Task to complete: Copy out the data exactly, leaving the pictures behind.

Exercise inputs:
::::::::::
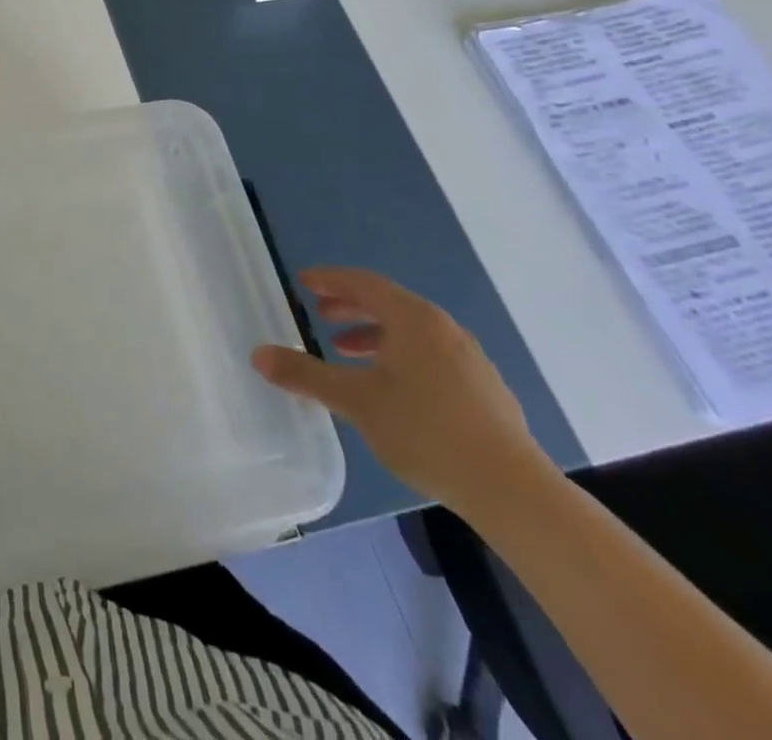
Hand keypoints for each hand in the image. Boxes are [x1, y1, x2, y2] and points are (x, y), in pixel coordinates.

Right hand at [252, 267, 551, 519]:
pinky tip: (390, 388)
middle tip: (320, 313)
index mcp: (414, 319)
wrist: (513, 491)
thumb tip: (258, 354)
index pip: (364, 283)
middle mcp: (444, 329)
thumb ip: (305, 374)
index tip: (304, 282)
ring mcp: (470, 359)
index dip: (330, 279)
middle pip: (389, 304)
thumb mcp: (355, 400)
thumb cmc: (426, 431)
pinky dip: (400, 356)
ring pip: (411, 332)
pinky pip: (431, 355)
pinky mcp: (484, 390)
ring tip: (347, 351)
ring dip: (374, 334)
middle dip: (350, 306)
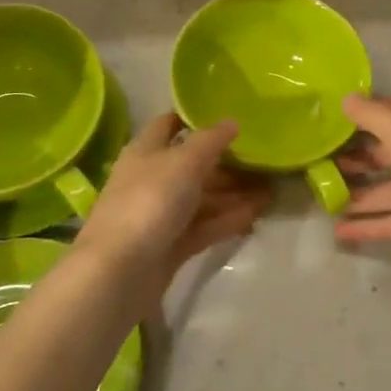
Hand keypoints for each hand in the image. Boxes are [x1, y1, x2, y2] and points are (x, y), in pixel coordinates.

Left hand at [75, 114, 271, 300]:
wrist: (119, 272)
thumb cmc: (149, 202)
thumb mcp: (184, 162)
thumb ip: (210, 141)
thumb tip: (231, 121)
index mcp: (145, 152)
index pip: (168, 125)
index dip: (194, 118)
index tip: (228, 118)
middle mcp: (151, 180)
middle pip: (191, 166)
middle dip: (226, 163)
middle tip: (263, 161)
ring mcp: (160, 216)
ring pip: (201, 199)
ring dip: (233, 194)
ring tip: (270, 191)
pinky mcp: (170, 246)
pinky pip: (204, 227)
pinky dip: (227, 220)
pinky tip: (255, 216)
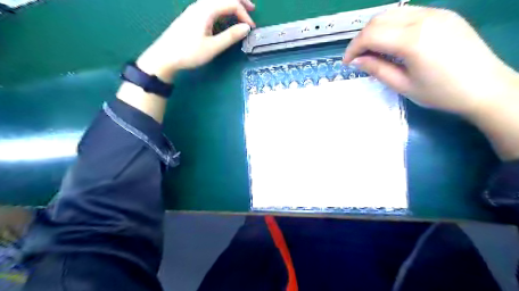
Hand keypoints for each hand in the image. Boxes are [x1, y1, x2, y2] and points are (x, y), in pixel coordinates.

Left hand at [134, 0, 254, 81]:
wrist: (164, 56)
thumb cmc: (189, 53)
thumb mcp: (213, 47)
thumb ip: (230, 36)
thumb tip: (246, 28)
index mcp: (206, 10)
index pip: (231, 4)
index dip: (244, 15)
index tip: (251, 29)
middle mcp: (201, 4)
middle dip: (240, 1)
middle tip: (252, 9)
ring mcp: (195, 9)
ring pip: (216, 0)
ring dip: (230, 4)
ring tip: (241, 12)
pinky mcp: (192, 15)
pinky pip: (210, 5)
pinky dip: (222, 8)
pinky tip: (224, 17)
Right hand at [344, 6, 516, 116]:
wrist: (485, 87)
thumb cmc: (441, 93)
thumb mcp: (403, 85)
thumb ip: (377, 69)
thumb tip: (356, 61)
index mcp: (413, 40)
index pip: (370, 35)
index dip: (353, 48)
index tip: (347, 63)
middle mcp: (423, 18)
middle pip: (378, 19)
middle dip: (362, 38)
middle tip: (358, 57)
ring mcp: (436, 13)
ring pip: (392, 12)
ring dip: (375, 30)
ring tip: (372, 50)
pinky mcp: (443, 14)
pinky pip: (408, 13)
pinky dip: (392, 25)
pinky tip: (392, 42)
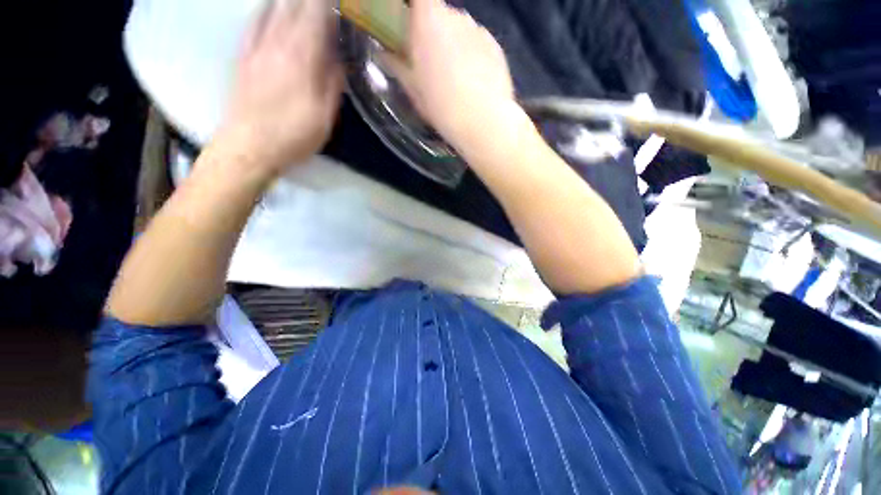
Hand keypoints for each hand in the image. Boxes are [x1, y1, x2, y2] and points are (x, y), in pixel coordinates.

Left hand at [220, 0, 342, 174]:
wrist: (249, 145)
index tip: (336, 0)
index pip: (316, 17)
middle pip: (293, 7)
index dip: (325, 3)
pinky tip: (268, 7)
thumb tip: (339, 60)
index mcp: (302, 59)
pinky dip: (263, 10)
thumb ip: (332, 85)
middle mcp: (278, 44)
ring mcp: (257, 47)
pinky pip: (252, 23)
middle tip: (322, 0)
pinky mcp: (243, 56)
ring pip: (272, 10)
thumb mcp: (324, 117)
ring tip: (299, 1)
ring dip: (287, 1)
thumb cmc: (293, 134)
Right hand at [385, 0, 517, 150]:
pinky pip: (478, 45)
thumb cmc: (441, 105)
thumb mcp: (413, 89)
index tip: (411, 26)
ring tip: (455, 78)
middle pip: (441, 14)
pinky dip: (473, 56)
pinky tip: (473, 82)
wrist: (482, 122)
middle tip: (431, 63)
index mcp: (429, 20)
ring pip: (461, 30)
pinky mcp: (496, 47)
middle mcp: (456, 16)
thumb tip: (386, 54)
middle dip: (434, 33)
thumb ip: (398, 66)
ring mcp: (479, 31)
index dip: (414, 9)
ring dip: (455, 45)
::::::::::
Task response:
Hand keypoints for each hand in the image. Boxes are [x1, y1, x2, y2] and points are (x, y), in pixel coordinates.

Right hand at [252, 267, 551, 519]:
pinky tip: (390, 388)
middle tip: (320, 313)
index mcp: (414, 319)
wrist: (513, 491)
thumb tip: (258, 354)
index pip: (364, 283)
middle mcp: (444, 329)
thumb ip: (305, 374)
index tip: (304, 282)
ring mcp: (470, 359)
index dip: (330, 279)
middle pip: (389, 304)
thumb mcp: (355, 400)
thumb cmc: (426, 431)
pinky dip: (400, 356)
ring pip: (411, 332)
pinky pip: (431, 355)
pinky mcp: (484, 390)
ring tip: (347, 351)
ring dip: (374, 334)
middle dip: (350, 306)
Hand keypoints for each hand in the image. Boxes are [x1, y1, x2, y2] and points are (x, y), in pixel coordinates.

Left hand at [75, 114, 271, 300]:
wrist: (119, 272)
thumb cmc: (149, 202)
thumb mcp: (184, 162)
thumb ip: (210, 141)
thumb tip: (231, 121)
index mcp: (145, 152)
index pip: (168, 125)
index dip: (194, 118)
index tip: (228, 118)
middle mcp: (151, 180)
middle pip: (191, 166)
middle dip: (226, 163)
middle tip: (263, 161)
ring mcp: (160, 216)
ring pip: (201, 199)
ring dip: (233, 194)
ring tip: (270, 191)
pinky mcp: (170, 246)
pinky pip: (204, 227)
pinky dip: (227, 220)
pinky tip: (255, 216)
Hand keypoints for each hand in the image. Boxes are [x1, y1, x2, y2] and points are (x, y), in pixel coordinates.

Left hand at [134, 0, 254, 81]:
wrist: (164, 56)
thumb cmc: (189, 53)
thumb mcp: (213, 47)
thumb ip: (230, 36)
thumb tip: (246, 28)
index mcp: (206, 10)
index pip: (231, 4)
index dip: (244, 15)
index tip: (251, 29)
middle mcp: (201, 4)
middle dip: (240, 1)
middle tip: (252, 9)
ring mcp: (195, 9)
ring pip: (216, 0)
ring dip: (230, 4)
ring tip: (241, 12)
pinky mcp: (192, 15)
pinky pip: (210, 5)
pinky dip: (222, 8)
pinky tip: (224, 17)
Right hand at [344, 6, 516, 116]:
wrist: (485, 87)
thumb cmc: (441, 93)
thumb mcp: (403, 85)
thumb ip: (377, 69)
thumb tip: (356, 61)
index mcp: (413, 40)
index pip: (370, 35)
index dip: (353, 48)
index tip: (347, 63)
middle mcp: (423, 18)
middle pip: (378, 19)
middle dip: (362, 38)
middle tip: (358, 57)
ring mcp: (436, 13)
ring pip: (392, 12)
ring dip: (375, 30)
ring tip: (372, 50)
pinky mcp: (443, 14)
pinky pip: (408, 13)
pinky dip: (392, 25)
pinky tip: (392, 42)
Hand keypoints for each hand in the image. Boxes are [x1, y1, x2, y2] and points are (x, y), in pixel coordinates.

Left hand at [220, 0, 342, 174]:
wrist: (249, 145)
index tip: (336, 0)
index pip: (316, 17)
middle pip: (293, 7)
index dip: (325, 3)
pinky tip: (268, 7)
thumb tip: (339, 60)
index mcp: (302, 59)
pinky dip: (263, 10)
thumb ip: (332, 85)
middle mcp: (278, 44)
ring mcp: (257, 47)
pinky pip: (252, 23)
middle tip: (322, 0)
pinky mcp: (243, 56)
ring pip: (272, 10)
thumb mcp: (324, 117)
ring tip: (299, 1)
ring dip: (287, 1)
thumb cmc: (293, 134)
Right hand at [385, 0, 517, 150]:
pinky pip: (478, 45)
thumb cmc: (441, 105)
thumb mcp: (413, 89)
index tip: (411, 26)
ring tip: (455, 78)
middle pip: (441, 14)
pinky dip: (473, 56)
pinky tip: (473, 82)
wrist: (482, 122)
middle tip: (431, 63)
index mcp: (429, 20)
ring pip: (461, 30)
pinky mcp: (496, 47)
middle mcp: (456, 16)
thumb tip: (386, 54)
middle dip: (434, 33)
thumb ip: (398, 66)
ring mcp: (479, 31)
index dip: (414, 9)
ring dip: (455, 45)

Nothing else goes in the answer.